How much Chinese you learn depends on three things: how you study (method), how much you study (time) and what you study (content). Naturally, if you want to learn as much as possible, you need to maximise all three. Of these three factors, I think content is often overlooked, meaning that many care much about how they learn and how much time they spend learning, but don’t really think too much about what they are actually learning. I’ve written about this problem before: Three factors that decide how much Chinese you learn.
So, what should you learn? This is easy to answer in the abstract: you should study whatever is the most useful to you, based on your goals for learning Chinese. In practice, this is hard to answer, though, but fortunately, we can use frequency as a proxy for usefulness.

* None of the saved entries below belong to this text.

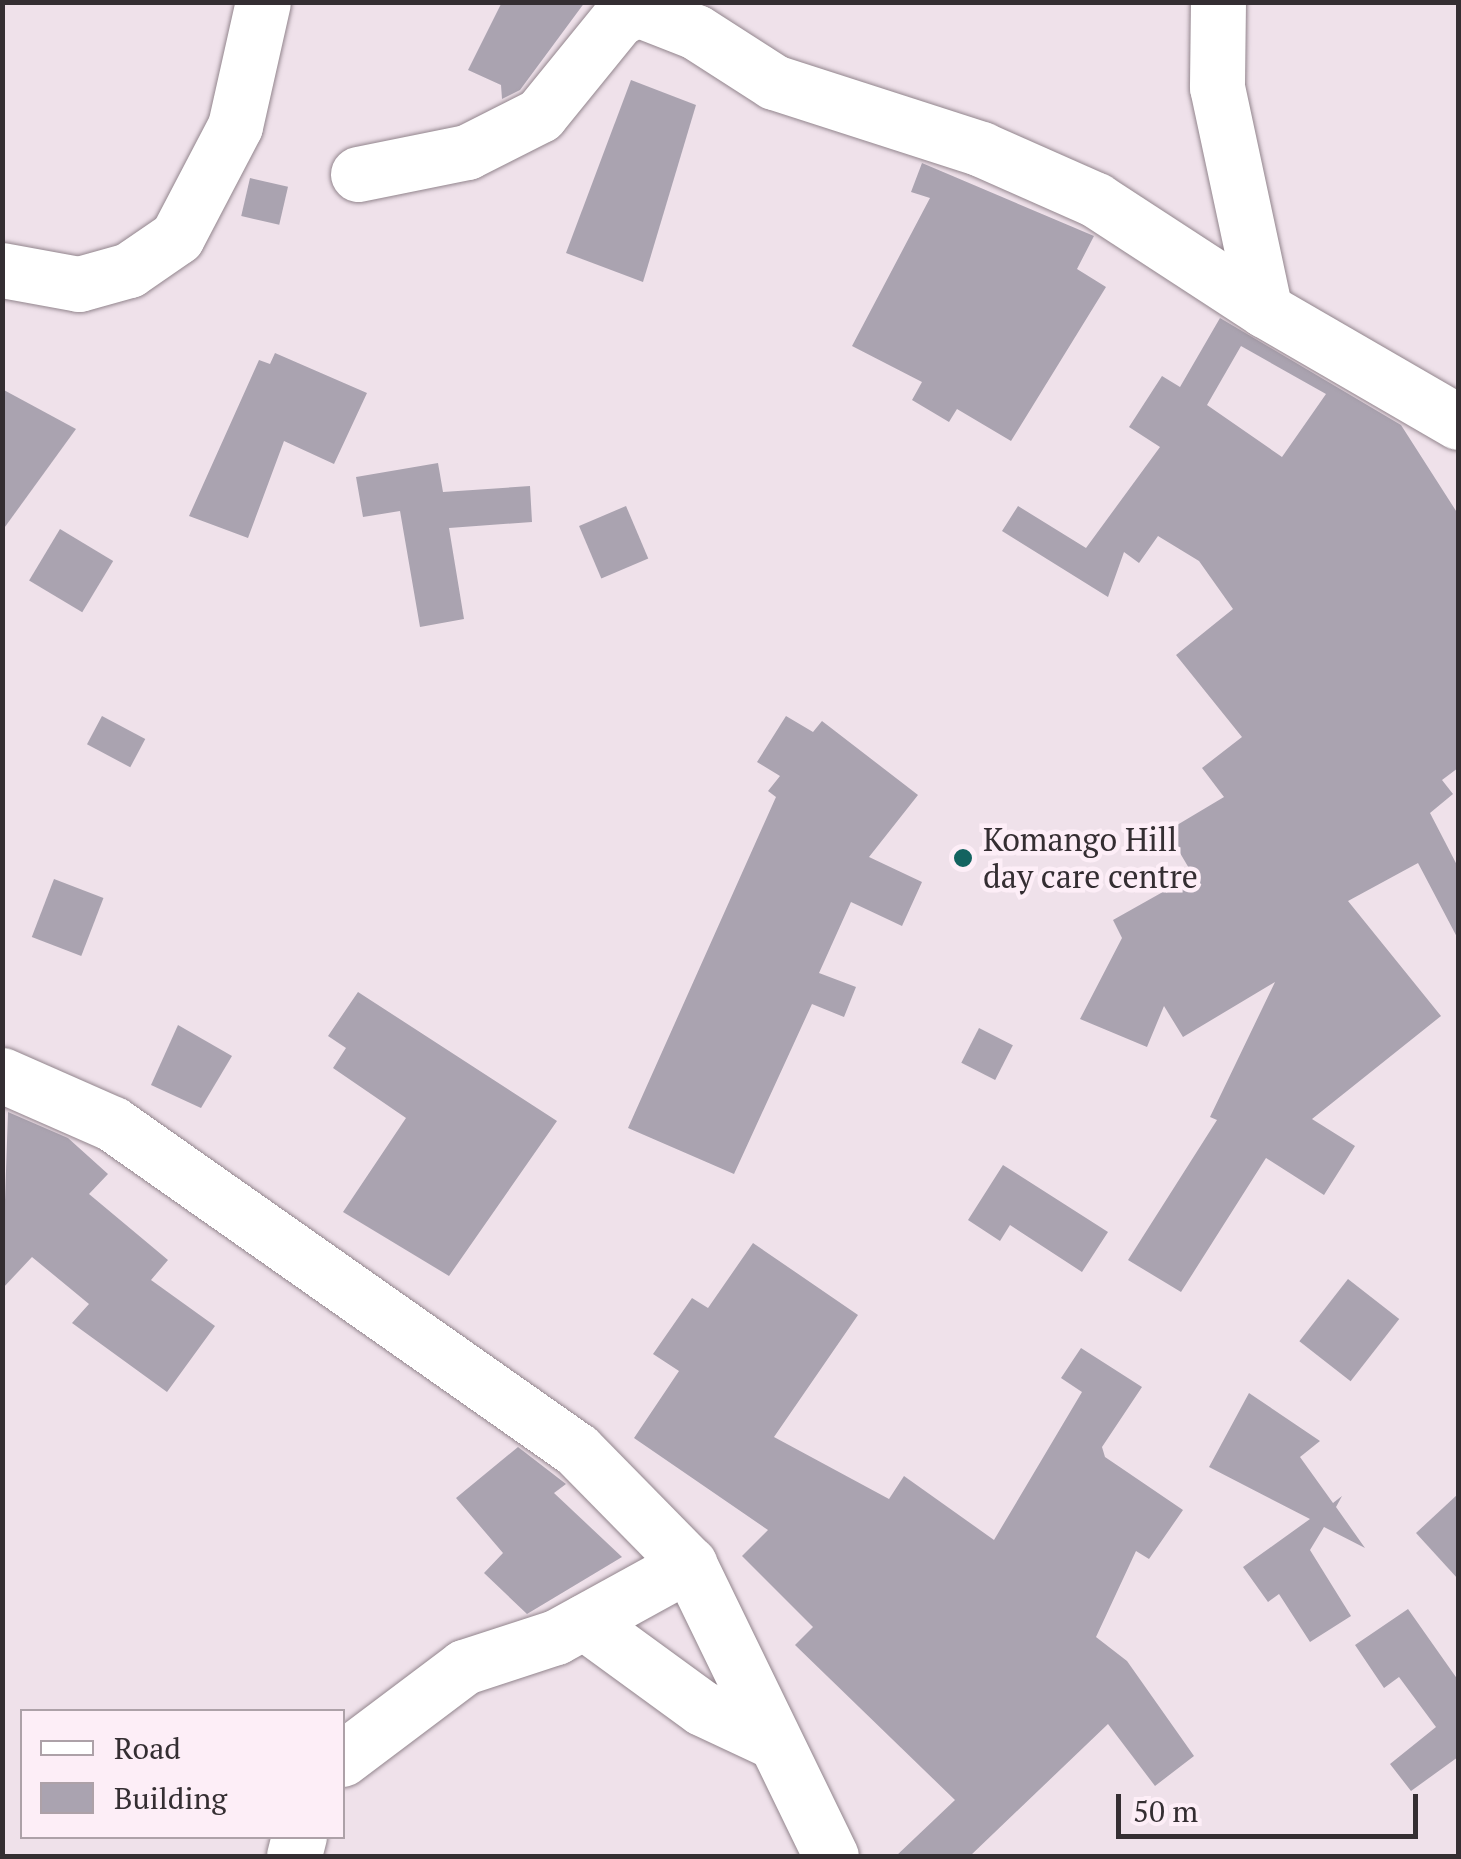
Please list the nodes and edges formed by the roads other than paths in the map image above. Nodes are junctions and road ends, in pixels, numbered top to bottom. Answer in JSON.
{"nodes":[{"id":1,"x":263,"y":2,"type":"edge"},
{"id":2,"x":1218,"y":2,"type":"edge"},
{"id":3,"x":639,"y":6,"type":"edge"},
{"id":4,"x":358,"y":174,"type":"dead end"},
{"id":5,"x":2,"y":270,"type":"edge"},
{"id":6,"x":1265,"y":310,"type":"junction"},
{"id":7,"x":1458,"y":422,"type":"edge"},
{"id":8,"x":2,"y":1075,"type":"edge"},
{"id":9,"x":689,"y":1564,"type":"junction"},
{"id":10,"x":584,"y":1622,"type":"junction"},
{"id":11,"x":770,"y":1740,"type":"junction"},
{"id":12,"x":345,"y":1758,"type":"edge"},
{"id":13,"x":832,"y":1856,"type":"edge"}],
"edges":[{"from":1,"to":5,"type":"street"},
{"from":2,"to":6,"type":"street"},
{"from":3,"to":4,"type":"street"},
{"from":3,"to":6,"type":"street"},
{"from":6,"to":7,"type":"street"},
{"from":8,"to":9,"type":"street"},
{"from":9,"to":10,"type":"street"},
{"from":9,"to":11,"type":"street"},
{"from":10,"to":11,"type":"street"},
{"from":10,"to":12,"type":"street"},
{"from":11,"to":13,"type":"street"}]}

This is based on the assumption that something that occurs often in the language ought to be learnt before something that is less frequent, simply because you’re likely to both use and encounter it more.
Please note that frequency is not the only proxy for usefulness. Other ways of accessing lists of useful characters and words include vocabulary lists from textbooks, standardised proficiency tests and more. For a discussion about that, please check the article below.

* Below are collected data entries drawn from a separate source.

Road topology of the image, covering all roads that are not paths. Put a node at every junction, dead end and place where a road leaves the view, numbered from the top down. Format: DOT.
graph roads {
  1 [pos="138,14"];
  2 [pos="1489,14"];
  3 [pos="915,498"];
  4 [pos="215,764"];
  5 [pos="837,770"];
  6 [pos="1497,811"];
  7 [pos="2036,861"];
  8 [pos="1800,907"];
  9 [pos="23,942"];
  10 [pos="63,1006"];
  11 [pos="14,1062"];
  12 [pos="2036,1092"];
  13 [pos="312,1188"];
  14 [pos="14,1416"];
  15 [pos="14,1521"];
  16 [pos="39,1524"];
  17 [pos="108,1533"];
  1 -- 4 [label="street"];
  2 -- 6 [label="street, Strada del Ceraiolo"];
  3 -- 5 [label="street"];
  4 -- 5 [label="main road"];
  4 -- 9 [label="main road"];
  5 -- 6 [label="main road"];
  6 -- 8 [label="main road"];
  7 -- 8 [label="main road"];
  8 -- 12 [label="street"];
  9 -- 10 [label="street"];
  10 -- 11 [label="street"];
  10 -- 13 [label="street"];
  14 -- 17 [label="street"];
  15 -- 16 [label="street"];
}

In this article, I will only talk about frequency.
Frequency resources for learning and teaching Chinese
The problem is that students, and sometimes teachers, have a simplistic view of what frequency lists are and what they can or should be used for. It’s easy to grab a list off the internet and use it as an absolute reference, believing it to show the most common components, characters and words.
It probably does, but it’s important to remember that all frequency data is based on small fraction of all language. Here are some questions that many students never even consider:
- Is the data based on written or spoken language? Maybe both?

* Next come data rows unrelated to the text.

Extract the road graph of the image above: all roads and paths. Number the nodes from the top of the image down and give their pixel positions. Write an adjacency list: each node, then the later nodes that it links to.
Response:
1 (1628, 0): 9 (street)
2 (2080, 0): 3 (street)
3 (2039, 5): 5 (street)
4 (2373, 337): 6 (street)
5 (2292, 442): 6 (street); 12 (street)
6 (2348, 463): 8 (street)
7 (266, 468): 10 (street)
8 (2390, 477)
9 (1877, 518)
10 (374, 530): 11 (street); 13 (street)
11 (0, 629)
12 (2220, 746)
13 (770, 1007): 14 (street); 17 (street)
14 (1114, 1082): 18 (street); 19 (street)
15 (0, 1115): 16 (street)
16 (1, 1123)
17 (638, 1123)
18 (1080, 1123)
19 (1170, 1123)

- If written language, what were the sources? Newspapers? Novels? Blogs?
- If spoken language, what were the sources? Actual conversations? Chat? Movies?
- Where does the data come from geographically?
The answers to these questions matter. Below, I have listed the top 10 characters in two character frequency lists that are obviously based on different sources. Look at them and see if you can draw some conclusions regarding the corpus, i.e. what kind of language was used to generate these lists.
|Rank||List A||List B|
While some characters appear on both lists, there are important differences. What do you think List A is based on? What do you think List B is based on? Which one do you think would be most suitable to use as a student? Think about this for a minute before you check the answer below.
- List A is based on formal, written language, which you can see because of the lack of pronouns high up on the list. The exact source is Chinese language Wikipedia, which is also something you might have guessed because of the very high frequency of characters used in dates (it could have been any encyclopaedia, of course).
- List B is based on spoken language. More precisely, it’s based on movie subtitles. You can see it’s probably spoken language because people like to talk about themselves and people in their vicinity (hence all the common pronouns at the top). Of course, movies don’t contain naturally-produced spoken language, but at least the goal of most movie dialogue is to make it sound as if it were, which is good enough in many cases.
I hope this example has convinced you to not just grab random list you find after searching for one minute. I will introduce a number of frequency sources in this article and help you choose one that suits you!
Words, characters and components
Unlike other languages, Chinese can be broken down into much smaller pieces while still retaining some meaning. For example, if you take a two-syllable word and break it down, each syllable will be represented in the written language by a character that means something. Often, these characters can then be broken down into components that in themselves also mean something.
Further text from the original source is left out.